Elizabeth: Even if Baldung’s works weren’t created at the height of the witch craze, Shakespeare’s witches in Macbeth were. It’s hard to imagine that Shakespeare wasn’t at least aware of the intense witch hunt that Scottish king James IV led in 1597, trying and killing over 200 women. James led another two major witchhunts in Shakespeare’s lifetime. Perhaps Shakespeare thought of brewsters when he had the women gather around a cauldron to see the future, but artistic renderings of these women rarely cross beyond the cauldron itself into the realm of brewster-as-inspiration in terms of costume. Still, what Macbeth’s witches lack in physical resemblance to the typical brewster, they make up for in other ways. Like the reviled brewster, Macbeth’s witches are temptresses; they get him drunk on the lust for power and ruin his life; and they occupy space outside the control of men. In one 1770 woodcut, like the 16th century engravings from Baldung and Durer, Macbeth’s witches aren’t hideous, or holding brooms, but their sexuality and “foul delight” is on display. They’re bare breasted, drawing their male quarry in to stray from a better, more Godly path. In that way, at least, they are like brewsters. But that could be said about women more broadly. Women who did not conform to the quiet, subservient madonna so popular in Judeo-Christian ideology would be susceptible to accusations of witchcraft. Undoubtedly there are depictions of prostitutes and adultresses that share the forms and function of the 18th century Macbeth scene and Baldung’s The Witches.
Averill: The shift, the moment when the brewster-witch connection begins to take shape, starts in the 17th
century. There was, of course, a difference between the elaborate images created by artists like Baldung and Durer and those printed en masse to accompany witch trial pamphlets and broadsheets. Because they were quite costly to produce, woodcuts tended to be reused over and over — a fact that will be significant once the brewster costume is adopted by this medium in depictions of witches. But until the 18th century, the mass-produced images of witches were pretty simple. They had clues drawn from works like Malleus Maleficarum and Daemonology for identifying witches, like animal familiars and devils with whom to commune, and were generally ugly older women with hooked noses. Similarly a sketch from Dutch artist Jacques de Gheyn II from 1600 starts to look the way brewsters like Ellynour Rummyngs and Mother Bunch were described: hooked noses, hideous old crones, gathered around a cauldron that could very easily be a brewing kettle, with a black cat perched nearby. But still, these images could be any old woman pushed to the fringes of society.
Elizabeth: One of the first woodcuts of an alewife was an illustration printed to accompany the verses about Ellynour Rummyngs. In this particularly unflattering portrait, a pock- and hook- nosed Ellynour stands splayed with a tankard of ale in each hand.
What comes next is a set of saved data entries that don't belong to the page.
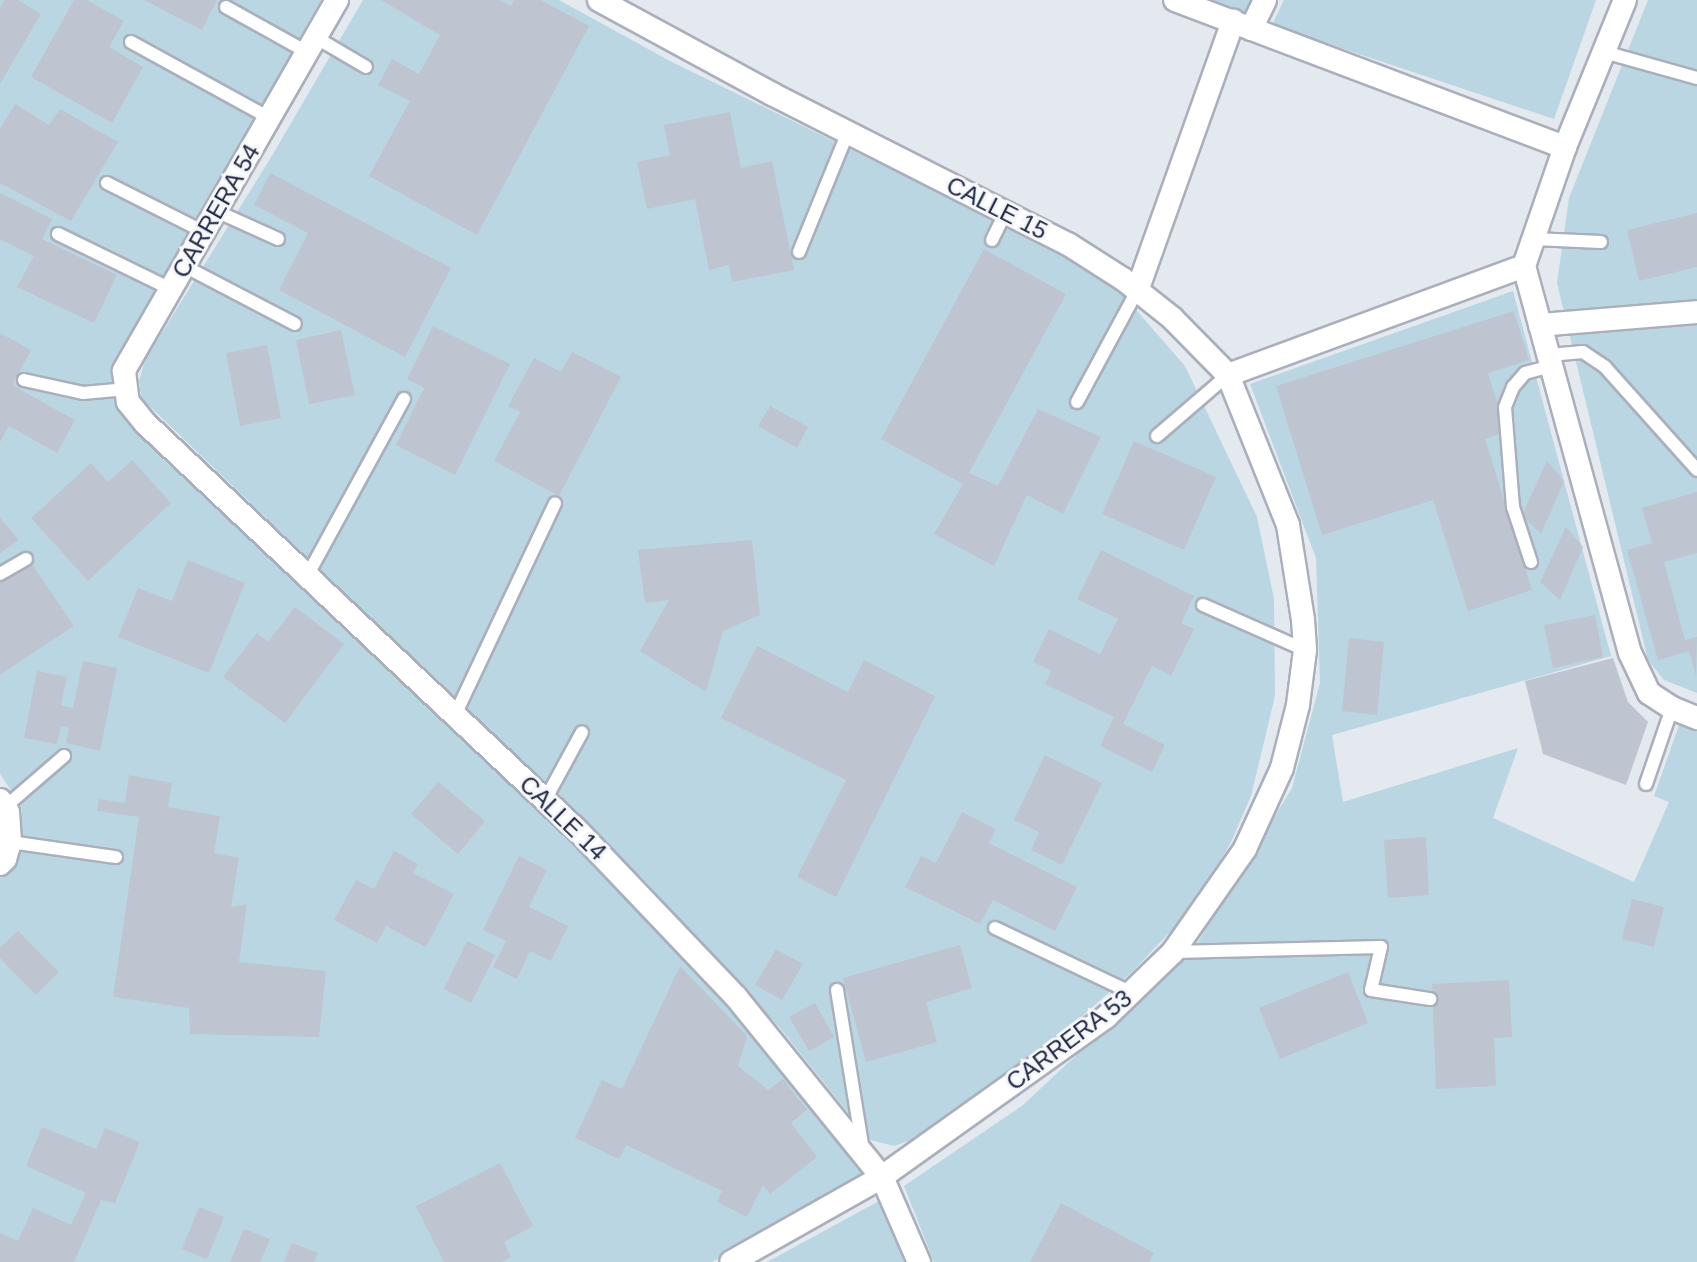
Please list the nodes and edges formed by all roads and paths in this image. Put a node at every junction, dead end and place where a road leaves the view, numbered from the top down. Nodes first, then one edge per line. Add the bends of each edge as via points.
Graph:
1 (337, 0) edge
2 (599, 0) edge
3 (1175, 0) edge
4 (1265, 0) edge
5 (1625, 0) edge
6 (226, 7) dead end
7 (1242, 25) junction
8 (131, 42) dead end
9 (311, 45) junction
10 (1604, 52) junction
11 (366, 67) dead end
12 (1697, 78) edge
13 (269, 118) junction
14 (848, 132) junction
15 (1565, 147) junction
16 (107, 183) dead end
17 (216, 211) junction
18 (1006, 211) junction
19 (204, 232) junction
20 (58, 234) dead end
21 (278, 239) dead end
22 (1534, 239) junction
23 (992, 240) dead end
24 (1601, 242) dead end
25 (799, 252) dead end
26 (184, 266) junction
27 (1524, 266) junction
28 (171, 289) junction
29 (1137, 291) junction
30 (1697, 312) edge
31 (295, 324) dead end
32 (1540, 325) junction
33 (1550, 361) junction
34 (1228, 375) junction
35 (24, 380) dead end
36 (127, 389) junction
37 (404, 399) dead end
38 (1077, 402) dead end
39 (1157, 436) dead end
40 (1697, 470) edge
41 (555, 503) dead end
42 (1288, 525) joint
43 (26, 559) dead end
44 (1531, 562) dead end
45 (0, 574) edge
46 (307, 576) junction
47 (1203, 605) dead end
48 (1305, 650) junction
49 (1672, 708) junction
50 (455, 715) junction
51 (1697, 718) edge
52 (582, 732) dead end
53 (64, 756) dead end
54 (1646, 784) dead end
55 (545, 800) junction
56 (2, 803) edge
57 (10, 842) junction
58 (116, 857) dead end
59 (0, 864) edge
60 (995, 928) dead end
61 (1173, 952) junction
62 (837, 990) dead end
63 (1132, 993) junction
64 (1430, 999) dead end
65 (863, 1152) junction
66 (882, 1177) junction
67 (731, 1262) edge
68 (919, 1262) edge

1 - 9 street, CARRERA 54
2 - 14 street, CALLE 15
3 - 7 street
4 - 7 street
5 - 10 street
6 - 9 lane
7 - 15 street
7 - 29 street
8 - 13 lane
9 - 11 lane
9 - 13 street, CARRERA 54
10 - 12 lane
10 - 15 street
13 - 17 street, CARRERA 54
14 - 18 street, CALLE 15
14 - 25 lane
15 - 22 street
16 - 19 lane
17 - 19 street, CARRERA 54
17 - 21 lane
18 - 23 lane
18 - 29 street, CALLE 15 via 1095,260
19 - 26 street, CARRERA 54
20 - 28 lane
22 - 24 lane
22 - 27 street
26 - 28 street, CARRERA 54
26 - 31 lane
27 - 32 street
27 - 34 street
28 - 36 street, CARRERA 54 via 124,371
29 - 34 street, CALLE 15
29 - 38 lane
30 - 32 street
32 - 33 street
33 - 40 lane via 1583,352 1605,367
33 - 44 lane via 1525,373 1505,407 1513,507
33 - 49 street via 1630,653 1649,693
34 - 39 lane
34 - 42 street, CALLE 15
35 - 36 lane via 83,393
36 - 46 street, CALLE 14 via 128,402 146,424
37 - 46 lane
41 - 50 lane
42 - 48 street, CARRERA 53
43 - 45 lane
46 - 50 street, CALLE 14
47 - 48 lane
48 - 61 street, CARRERA 53 via 1282,768 1245,849
49 - 51 street
49 - 54 lane
50 - 55 street, CALLE 14
52 - 55 lane
53 - 56 lane
55 - 65 street, CALLE 14 via 736,997
56 - 57 street via 8,812
57 - 58 lane
57 - 59 street
60 - 63 lane
61 - 63 street, CARRERA 53
61 - 64 lane via 1381,947 1371,990
62 - 65 lane
63 - 66 street, CARRERA 53
65 - 66 street, CALLE 14
66 - 67 street, CARRERA 53
66 - 68 street, CALLE 14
She is intentionally asymmetrical, wearing a tall pointed hat, her hair lanky and wild, and body wide and asymmetrical. Similarly In 1650 a popular woodcut of a brewster nicknamed Mother Louse was printed that most any audience today would likely assume is a portrait of a witch. She wears a tall black hat with a wide brim, her face is drawn in a sharp profile, with a pointed chin and nose. She wears a ruffled collar and apron, and in the upper righthand corner is her “crest,” a shield with three lice.
Averill: In the background is her alehouse, with the name “Louse Hall” written on it. At the bottom of the image is a verse that reads: “ You laugh now Goodman two shoes, but at what? My Grove, my Mansion House, or my dun Hat; Is it for that my loving Chin & Snout Are met, because my Teeth are fallen out; Is it at me, or at my RUFF you titter; Your Grandmother you Rouge nerewore a fitter; Is it at Forebead’s Wrinkle, or Cheek’s Furrow, Or at my Mouth, so like a Coney-Borrough, Or at those Orient Eyes that nere shed tear, But when the Excisemen come, that’s twice a year. Kiss Me & tell me true, & when they fail, Thou shalt have larger Potts & stronger Ale.”
Elizabeth: This image of Mother Louse plays on all the old stereotypes of brewsters: in her hand she holds two cups, with which she will cheat customers out of their ale pours. As the poem suggests, when the aletaster comes twice a year to check on the quality of her ale, she is forced to sell her product at the regulation board’s rate, which is the only time she cries. Her tavern is called “Louse Hall” for its reputation for filth and poverty; it was originally an asylum for the poor when it was built in the 16th century, but she took it over as alewife selling her brew. She is old, ugly, unfashionable — indicated by her ruffle, which was well out of style by 1627 — and precisely the sort of woman whose 1627 establishment, if she didn’t have a husband running the business, would attract the ire of the “legitimate” brewers of Oxford, where Louse Hall was located.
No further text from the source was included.